= AIM OF THE EXERCISE =
With no line left out, restate the data word for word.
MATERIALS PROVIDED Block Start
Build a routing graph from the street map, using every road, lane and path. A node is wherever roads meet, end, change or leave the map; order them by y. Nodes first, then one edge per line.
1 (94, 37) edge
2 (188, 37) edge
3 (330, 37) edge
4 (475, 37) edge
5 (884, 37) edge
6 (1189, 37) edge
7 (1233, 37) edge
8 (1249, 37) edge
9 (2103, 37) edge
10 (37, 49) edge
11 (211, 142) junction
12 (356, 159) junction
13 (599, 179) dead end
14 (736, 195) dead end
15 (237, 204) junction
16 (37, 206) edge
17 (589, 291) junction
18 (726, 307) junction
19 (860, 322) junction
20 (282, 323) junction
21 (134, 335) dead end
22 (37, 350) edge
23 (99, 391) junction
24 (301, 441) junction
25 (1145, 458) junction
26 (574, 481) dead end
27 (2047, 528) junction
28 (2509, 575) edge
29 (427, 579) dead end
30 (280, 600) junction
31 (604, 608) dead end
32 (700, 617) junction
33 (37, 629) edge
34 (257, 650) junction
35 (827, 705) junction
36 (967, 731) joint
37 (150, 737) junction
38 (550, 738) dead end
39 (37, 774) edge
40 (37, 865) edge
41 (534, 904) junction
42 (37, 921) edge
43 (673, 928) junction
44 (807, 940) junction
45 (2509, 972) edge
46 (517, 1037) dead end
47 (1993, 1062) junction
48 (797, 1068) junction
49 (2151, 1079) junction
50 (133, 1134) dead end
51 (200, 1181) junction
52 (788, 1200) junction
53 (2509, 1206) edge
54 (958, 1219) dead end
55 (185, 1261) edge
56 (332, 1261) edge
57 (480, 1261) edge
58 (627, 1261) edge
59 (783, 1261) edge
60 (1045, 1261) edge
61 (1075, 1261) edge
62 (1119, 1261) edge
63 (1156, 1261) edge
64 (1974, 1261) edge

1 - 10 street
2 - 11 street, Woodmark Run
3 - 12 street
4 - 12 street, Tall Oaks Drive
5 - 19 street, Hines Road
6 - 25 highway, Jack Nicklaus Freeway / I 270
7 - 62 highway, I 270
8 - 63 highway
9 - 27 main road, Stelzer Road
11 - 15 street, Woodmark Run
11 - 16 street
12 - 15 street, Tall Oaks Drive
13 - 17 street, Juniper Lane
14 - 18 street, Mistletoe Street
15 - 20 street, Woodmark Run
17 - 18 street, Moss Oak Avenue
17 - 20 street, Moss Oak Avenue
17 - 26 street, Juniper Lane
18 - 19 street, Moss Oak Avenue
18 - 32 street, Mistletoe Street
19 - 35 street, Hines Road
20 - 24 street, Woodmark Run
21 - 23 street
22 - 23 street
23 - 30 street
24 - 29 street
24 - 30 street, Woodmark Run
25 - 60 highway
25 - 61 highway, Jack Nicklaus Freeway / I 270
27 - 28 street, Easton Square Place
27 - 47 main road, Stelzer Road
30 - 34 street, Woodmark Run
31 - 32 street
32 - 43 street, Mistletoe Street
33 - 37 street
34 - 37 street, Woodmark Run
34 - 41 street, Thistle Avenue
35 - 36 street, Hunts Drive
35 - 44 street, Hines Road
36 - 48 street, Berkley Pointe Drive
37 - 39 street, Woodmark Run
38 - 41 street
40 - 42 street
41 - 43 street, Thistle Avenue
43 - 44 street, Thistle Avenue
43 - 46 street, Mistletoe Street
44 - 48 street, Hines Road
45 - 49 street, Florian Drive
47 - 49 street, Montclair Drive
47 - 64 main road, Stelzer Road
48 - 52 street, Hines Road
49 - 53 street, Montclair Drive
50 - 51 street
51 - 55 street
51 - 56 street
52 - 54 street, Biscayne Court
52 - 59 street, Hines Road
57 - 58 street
MATERIALS PROVIDED Block End
= ANSWER =
Build a routing graph from the street map, using every road, lane and path. A node is wherever roads meet, end, change or leave the map; order them by y. Nodes first, then one edge per line.
1 (94, 37) edge
2 (188, 37) edge
3 (330, 37) edge
4 (475, 37) edge
5 (884, 37) edge
6 (1189, 37) edge
7 (1233, 37) edge
8 (1249, 37) edge
9 (2103, 37) edge
10 (37, 49) edge
11 (211, 142) junction
12 (356, 159) junction
13 (599, 179) dead end
14 (736, 195) dead end
15 (237, 204) junction
16 (37, 206) edge
17 (589, 291) junction
18 (726, 307) junction
19 (860, 322) junction
20 (282, 323) junction
21 (134, 335) dead end
22 (37, 350) edge
23 (99, 391) junction
24 (301, 441) junction
25 (1145, 458) junction
26 (574, 481) dead end
27 (2047, 528) junction
28 (2509, 575) edge
29 (427, 579) dead end
30 (280, 600) junction
31 (604, 608) dead end
32 (700, 617) junction
33 (37, 629) edge
34 (257, 650) junction
35 (827, 705) junction
36 (967, 731) joint
37 (150, 737) junction
38 (550, 738) dead end
39 (37, 774) edge
40 (37, 865) edge
41 (534, 904) junction
42 (37, 921) edge
43 (673, 928) junction
44 (807, 940) junction
45 (2509, 972) edge
46 (517, 1037) dead end
47 (1993, 1062) junction
48 (797, 1068) junction
49 (2151, 1079) junction
50 (133, 1134) dead end
51 (200, 1181) junction
52 (788, 1200) junction
53 (2509, 1206) edge
54 (958, 1219) dead end
55 (185, 1261) edge
56 (332, 1261) edge
57 (480, 1261) edge
58 (627, 1261) edge
59 (783, 1261) edge
60 (1045, 1261) edge
61 (1075, 1261) edge
62 (1119, 1261) edge
63 (1156, 1261) edge
64 (1974, 1261) edge

1 - 10 street
2 - 11 street, Woodmark Run
3 - 12 street
4 - 12 street, Tall Oaks Drive
5 - 19 street, Hines Road
6 - 25 highway, Jack Nicklaus Freeway / I 270
7 - 62 highway, I 270
8 - 63 highway
9 - 27 main road, Stelzer Road
11 - 15 street, Woodmark Run
11 - 16 street
12 - 15 street, Tall Oaks Drive
13 - 17 street, Juniper Lane
14 - 18 street, Mistletoe Street
15 - 20 street, Woodmark Run
17 - 18 street, Moss Oak Avenue
17 - 20 street, Moss Oak Avenue
17 - 26 street, Juniper Lane
18 - 19 street, Moss Oak Avenue
18 - 32 street, Mistletoe Street
19 - 35 street, Hines Road
20 - 24 street, Woodmark Run
21 - 23 street
22 - 23 street
23 - 30 street
24 - 29 street
24 - 30 street, Woodmark Run
25 - 60 highway
25 - 61 highway, Jack Nicklaus Freeway / I 270
27 - 28 street, Easton Square Place
27 - 47 main road, Stelzer Road
30 - 34 street, Woodmark Run
31 - 32 street
32 - 43 street, Mistletoe Street
33 - 37 street
34 - 37 street, Woodmark Run
34 - 41 street, Thistle Avenue
35 - 36 street, Hunts Drive
35 - 44 street, Hines Road
36 - 48 street, Berkley Pointe Drive
37 - 39 street, Woodmark Run
38 - 41 street
40 - 42 street
41 - 43 street, Thistle Avenue
43 - 44 street, Thistle Avenue
43 - 46 street, Mistletoe Street
44 - 48 street, Hines Road
45 - 49 street, Florian Drive
47 - 49 street, Montclair Drive
47 - 64 main road, Stelzer Road
48 - 52 street, Hines Road
49 - 53 street, Montclair Drive
50 - 51 street
51 - 55 street
51 - 56 street
52 - 54 street, Biscayne Court
52 - 59 street, Hines Road
57 - 58 street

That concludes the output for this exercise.